_Your task_.
Start at the top line and retype the data exactly through to the end.

_Material to process_.
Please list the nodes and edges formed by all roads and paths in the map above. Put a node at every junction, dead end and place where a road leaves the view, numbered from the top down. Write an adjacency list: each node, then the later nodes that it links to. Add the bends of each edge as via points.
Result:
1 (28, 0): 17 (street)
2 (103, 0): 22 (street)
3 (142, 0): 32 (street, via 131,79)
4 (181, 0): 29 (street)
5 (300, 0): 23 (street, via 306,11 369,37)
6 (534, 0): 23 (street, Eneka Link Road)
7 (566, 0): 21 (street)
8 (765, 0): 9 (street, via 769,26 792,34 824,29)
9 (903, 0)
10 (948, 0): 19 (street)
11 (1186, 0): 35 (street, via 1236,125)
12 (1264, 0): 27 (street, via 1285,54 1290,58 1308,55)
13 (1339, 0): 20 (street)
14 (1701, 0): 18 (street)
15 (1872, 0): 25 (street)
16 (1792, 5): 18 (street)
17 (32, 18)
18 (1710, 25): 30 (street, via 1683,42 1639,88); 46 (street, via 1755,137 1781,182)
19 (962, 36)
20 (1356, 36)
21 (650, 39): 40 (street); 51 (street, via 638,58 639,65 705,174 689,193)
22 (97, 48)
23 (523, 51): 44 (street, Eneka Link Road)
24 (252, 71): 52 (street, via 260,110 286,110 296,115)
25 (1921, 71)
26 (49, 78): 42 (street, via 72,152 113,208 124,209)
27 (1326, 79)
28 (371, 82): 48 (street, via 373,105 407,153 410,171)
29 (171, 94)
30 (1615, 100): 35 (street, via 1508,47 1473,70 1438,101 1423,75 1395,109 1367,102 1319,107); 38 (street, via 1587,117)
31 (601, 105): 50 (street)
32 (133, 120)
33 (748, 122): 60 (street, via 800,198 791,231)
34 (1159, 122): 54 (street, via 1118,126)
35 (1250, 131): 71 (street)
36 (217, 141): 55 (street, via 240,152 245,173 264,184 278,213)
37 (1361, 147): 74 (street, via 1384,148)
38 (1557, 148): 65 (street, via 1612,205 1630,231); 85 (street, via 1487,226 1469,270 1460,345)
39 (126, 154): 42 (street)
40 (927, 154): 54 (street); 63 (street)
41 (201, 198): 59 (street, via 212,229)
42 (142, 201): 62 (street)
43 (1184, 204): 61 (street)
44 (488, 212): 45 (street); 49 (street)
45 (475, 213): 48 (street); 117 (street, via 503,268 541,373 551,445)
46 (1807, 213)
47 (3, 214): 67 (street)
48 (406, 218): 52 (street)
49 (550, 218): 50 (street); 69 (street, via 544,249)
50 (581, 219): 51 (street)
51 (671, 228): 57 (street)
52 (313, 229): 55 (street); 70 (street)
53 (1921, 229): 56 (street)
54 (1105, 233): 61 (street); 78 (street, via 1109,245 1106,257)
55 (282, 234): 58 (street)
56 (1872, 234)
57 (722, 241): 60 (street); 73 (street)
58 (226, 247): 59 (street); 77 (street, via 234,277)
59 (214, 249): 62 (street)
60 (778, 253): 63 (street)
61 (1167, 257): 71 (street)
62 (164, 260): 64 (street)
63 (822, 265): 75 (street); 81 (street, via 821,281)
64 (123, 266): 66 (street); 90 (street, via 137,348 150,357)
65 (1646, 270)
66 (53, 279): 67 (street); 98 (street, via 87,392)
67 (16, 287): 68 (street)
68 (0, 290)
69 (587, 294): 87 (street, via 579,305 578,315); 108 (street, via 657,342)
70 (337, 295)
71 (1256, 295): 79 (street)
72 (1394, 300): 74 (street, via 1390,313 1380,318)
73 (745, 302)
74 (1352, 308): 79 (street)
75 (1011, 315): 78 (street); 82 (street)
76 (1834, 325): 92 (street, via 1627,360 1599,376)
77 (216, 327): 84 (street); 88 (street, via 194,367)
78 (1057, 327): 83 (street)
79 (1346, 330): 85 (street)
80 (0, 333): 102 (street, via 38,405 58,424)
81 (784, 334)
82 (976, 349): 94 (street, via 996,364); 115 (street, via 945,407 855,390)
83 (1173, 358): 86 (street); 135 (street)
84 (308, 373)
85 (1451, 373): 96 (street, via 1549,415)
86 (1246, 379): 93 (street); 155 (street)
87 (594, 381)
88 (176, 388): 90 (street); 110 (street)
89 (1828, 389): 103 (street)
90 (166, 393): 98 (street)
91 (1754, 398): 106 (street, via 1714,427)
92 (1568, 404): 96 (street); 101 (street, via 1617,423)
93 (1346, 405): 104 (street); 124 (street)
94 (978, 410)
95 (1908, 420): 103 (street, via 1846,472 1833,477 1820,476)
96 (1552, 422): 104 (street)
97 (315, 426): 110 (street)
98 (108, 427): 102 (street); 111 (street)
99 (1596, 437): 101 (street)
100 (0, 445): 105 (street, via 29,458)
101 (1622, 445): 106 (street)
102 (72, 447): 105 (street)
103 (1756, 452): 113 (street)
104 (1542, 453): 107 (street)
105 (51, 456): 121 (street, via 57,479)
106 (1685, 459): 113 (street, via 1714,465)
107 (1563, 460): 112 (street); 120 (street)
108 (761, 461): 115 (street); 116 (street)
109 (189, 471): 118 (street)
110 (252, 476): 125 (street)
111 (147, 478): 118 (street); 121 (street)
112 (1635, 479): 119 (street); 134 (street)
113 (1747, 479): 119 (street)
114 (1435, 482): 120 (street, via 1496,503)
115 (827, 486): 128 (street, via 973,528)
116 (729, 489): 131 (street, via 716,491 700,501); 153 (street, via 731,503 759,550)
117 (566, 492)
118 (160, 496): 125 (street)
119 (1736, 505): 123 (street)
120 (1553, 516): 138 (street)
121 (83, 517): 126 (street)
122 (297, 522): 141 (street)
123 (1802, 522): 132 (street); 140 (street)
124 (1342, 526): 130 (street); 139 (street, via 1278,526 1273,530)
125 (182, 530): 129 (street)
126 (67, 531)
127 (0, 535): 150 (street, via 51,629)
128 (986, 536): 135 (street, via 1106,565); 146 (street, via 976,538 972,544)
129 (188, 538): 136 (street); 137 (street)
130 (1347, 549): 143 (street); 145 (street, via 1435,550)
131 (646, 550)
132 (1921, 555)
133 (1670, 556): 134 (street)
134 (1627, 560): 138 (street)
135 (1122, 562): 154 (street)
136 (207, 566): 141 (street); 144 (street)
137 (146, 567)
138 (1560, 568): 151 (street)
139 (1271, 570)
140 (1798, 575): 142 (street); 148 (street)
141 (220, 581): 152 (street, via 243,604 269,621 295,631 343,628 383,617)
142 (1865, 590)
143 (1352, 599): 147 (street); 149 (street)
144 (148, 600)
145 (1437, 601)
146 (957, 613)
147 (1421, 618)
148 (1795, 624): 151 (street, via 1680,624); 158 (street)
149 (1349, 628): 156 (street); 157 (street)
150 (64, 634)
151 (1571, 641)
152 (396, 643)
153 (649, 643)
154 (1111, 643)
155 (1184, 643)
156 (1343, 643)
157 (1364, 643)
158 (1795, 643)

_Exercise result_.
Please list the nodes and edges formed by all roads and paths in the map above. Put a node at every junction, dead end and place where a road leaves the view, numbered from the top down. Write an adjacency list: each node, then the later nodes that it links to. Add the bends of each edge as via points.
Result:
1 (28, 0): 17 (street)
2 (103, 0): 22 (street)
3 (142, 0): 32 (street, via 131,79)
4 (181, 0): 29 (street)
5 (300, 0): 23 (street, via 306,11 369,37)
6 (534, 0): 23 (street, Eneka Link Road)
7 (566, 0): 21 (street)
8 (765, 0): 9 (street, via 769,26 792,34 824,29)
9 (903, 0)
10 (948, 0): 19 (street)
11 (1186, 0): 35 (street, via 1236,125)
12 (1264, 0): 27 (street, via 1285,54 1290,58 1308,55)
13 (1339, 0): 20 (street)
14 (1701, 0): 18 (street)
15 (1872, 0): 25 (street)
16 (1792, 5): 18 (street)
17 (32, 18)
18 (1710, 25): 30 (street, via 1683,42 1639,88); 46 (street, via 1755,137 1781,182)
19 (962, 36)
20 (1356, 36)
21 (650, 39): 40 (street); 51 (street, via 638,58 639,65 705,174 689,193)
22 (97, 48)
23 (523, 51): 44 (street, Eneka Link Road)
24 (252, 71): 52 (street, via 260,110 286,110 296,115)
25 (1921, 71)
26 (49, 78): 42 (street, via 72,152 113,208 124,209)
27 (1326, 79)
28 (371, 82): 48 (street, via 373,105 407,153 410,171)
29 (171, 94)
30 (1615, 100): 35 (street, via 1508,47 1473,70 1438,101 1423,75 1395,109 1367,102 1319,107); 38 (street, via 1587,117)
31 (601, 105): 50 (street)
32 (133, 120)
33 (748, 122): 60 (street, via 800,198 791,231)
34 (1159, 122): 54 (street, via 1118,126)
35 (1250, 131): 71 (street)
36 (217, 141): 55 (street, via 240,152 245,173 264,184 278,213)
37 (1361, 147): 74 (street, via 1384,148)
38 (1557, 148): 65 (street, via 1612,205 1630,231); 85 (street, via 1487,226 1469,270 1460,345)
39 (126, 154): 42 (street)
40 (927, 154): 54 (street); 63 (street)
41 (201, 198): 59 (street, via 212,229)
42 (142, 201): 62 (street)
43 (1184, 204): 61 (street)
44 (488, 212): 45 (street); 49 (street)
45 (475, 213): 48 (street); 117 (street, via 503,268 541,373 551,445)
46 (1807, 213)
47 (3, 214): 67 (street)
48 (406, 218): 52 (street)
49 (550, 218): 50 (street); 69 (street, via 544,249)
50 (581, 219): 51 (street)
51 (671, 228): 57 (street)
52 (313, 229): 55 (street); 70 (street)
53 (1921, 229): 56 (street)
54 (1105, 233): 61 (street); 78 (street, via 1109,245 1106,257)
55 (282, 234): 58 (street)
56 (1872, 234)
57 (722, 241): 60 (street); 73 (street)
58 (226, 247): 59 (street); 77 (street, via 234,277)
59 (214, 249): 62 (street)
60 (778, 253): 63 (street)
61 (1167, 257): 71 (street)
62 (164, 260): 64 (street)
63 (822, 265): 75 (street); 81 (street, via 821,281)
64 (123, 266): 66 (street); 90 (street, via 137,348 150,357)
65 (1646, 270)
66 (53, 279): 67 (street); 98 (street, via 87,392)
67 (16, 287): 68 (street)
68 (0, 290)
69 (587, 294): 87 (street, via 579,305 578,315); 108 (street, via 657,342)
70 (337, 295)
71 (1256, 295): 79 (street)
72 (1394, 300): 74 (street, via 1390,313 1380,318)
73 (745, 302)
74 (1352, 308): 79 (street)
75 (1011, 315): 78 (street); 82 (street)
76 (1834, 325): 92 (street, via 1627,360 1599,376)
77 (216, 327): 84 (street); 88 (street, via 194,367)
78 (1057, 327): 83 (street)
79 (1346, 330): 85 (street)
80 (0, 333): 102 (street, via 38,405 58,424)
81 (784, 334)
82 (976, 349): 94 (street, via 996,364); 115 (street, via 945,407 855,390)
83 (1173, 358): 86 (street); 135 (street)
84 (308, 373)
85 (1451, 373): 96 (street, via 1549,415)
86 (1246, 379): 93 (street); 155 (street)
87 (594, 381)
88 (176, 388): 90 (street); 110 (street)
89 (1828, 389): 103 (street)
90 (166, 393): 98 (street)
91 (1754, 398): 106 (street, via 1714,427)
92 (1568, 404): 96 (street); 101 (street, via 1617,423)
93 (1346, 405): 104 (street); 124 (street)
94 (978, 410)
95 (1908, 420): 103 (street, via 1846,472 1833,477 1820,476)
96 (1552, 422): 104 (street)
97 (315, 426): 110 (street)
98 (108, 427): 102 (street); 111 (street)
99 (1596, 437): 101 (street)
100 (0, 445): 105 (street, via 29,458)
101 (1622, 445): 106 (street)
102 (72, 447): 105 (street)
103 (1756, 452): 113 (street)
104 (1542, 453): 107 (street)
105 (51, 456): 121 (street, via 57,479)
106 (1685, 459): 113 (street, via 1714,465)
107 (1563, 460): 112 (street); 120 (street)
108 (761, 461): 115 (street); 116 (street)
109 (189, 471): 118 (street)
110 (252, 476): 125 (street)
111 (147, 478): 118 (street); 121 (street)
112 (1635, 479): 119 (street); 134 (street)
113 (1747, 479): 119 (street)
114 (1435, 482): 120 (street, via 1496,503)
115 (827, 486): 128 (street, via 973,528)
116 (729, 489): 131 (street, via 716,491 700,501); 153 (street, via 731,503 759,550)
117 (566, 492)
118 (160, 496): 125 (street)
119 (1736, 505): 123 (street)
120 (1553, 516): 138 (street)
121 (83, 517): 126 (street)
122 (297, 522): 141 (street)
123 (1802, 522): 132 (street); 140 (street)
124 (1342, 526): 130 (street); 139 (street, via 1278,526 1273,530)
125 (182, 530): 129 (street)
126 (67, 531)
127 (0, 535): 150 (street, via 51,629)
128 (986, 536): 135 (street, via 1106,565); 146 (street, via 976,538 972,544)
129 (188, 538): 136 (street); 137 (street)
130 (1347, 549): 143 (street); 145 (street, via 1435,550)
131 (646, 550)
132 (1921, 555)
133 (1670, 556): 134 (street)
134 (1627, 560): 138 (street)
135 (1122, 562): 154 (street)
136 (207, 566): 141 (street); 144 (street)
137 (146, 567)
138 (1560, 568): 151 (street)
139 (1271, 570)
140 (1798, 575): 142 (street); 148 (street)
141 (220, 581): 152 (street, via 243,604 269,621 295,631 343,628 383,617)
142 (1865, 590)
143 (1352, 599): 147 (street); 149 (street)
144 (148, 600)
145 (1437, 601)
146 (957, 613)
147 (1421, 618)
148 (1795, 624): 151 (street, via 1680,624); 158 (street)
149 (1349, 628): 156 (street); 157 (street)
150 (64, 634)
151 (1571, 641)
152 (396, 643)
153 (649, 643)
154 (1111, 643)
155 (1184, 643)
156 (1343, 643)
157 (1364, 643)
158 (1795, 643)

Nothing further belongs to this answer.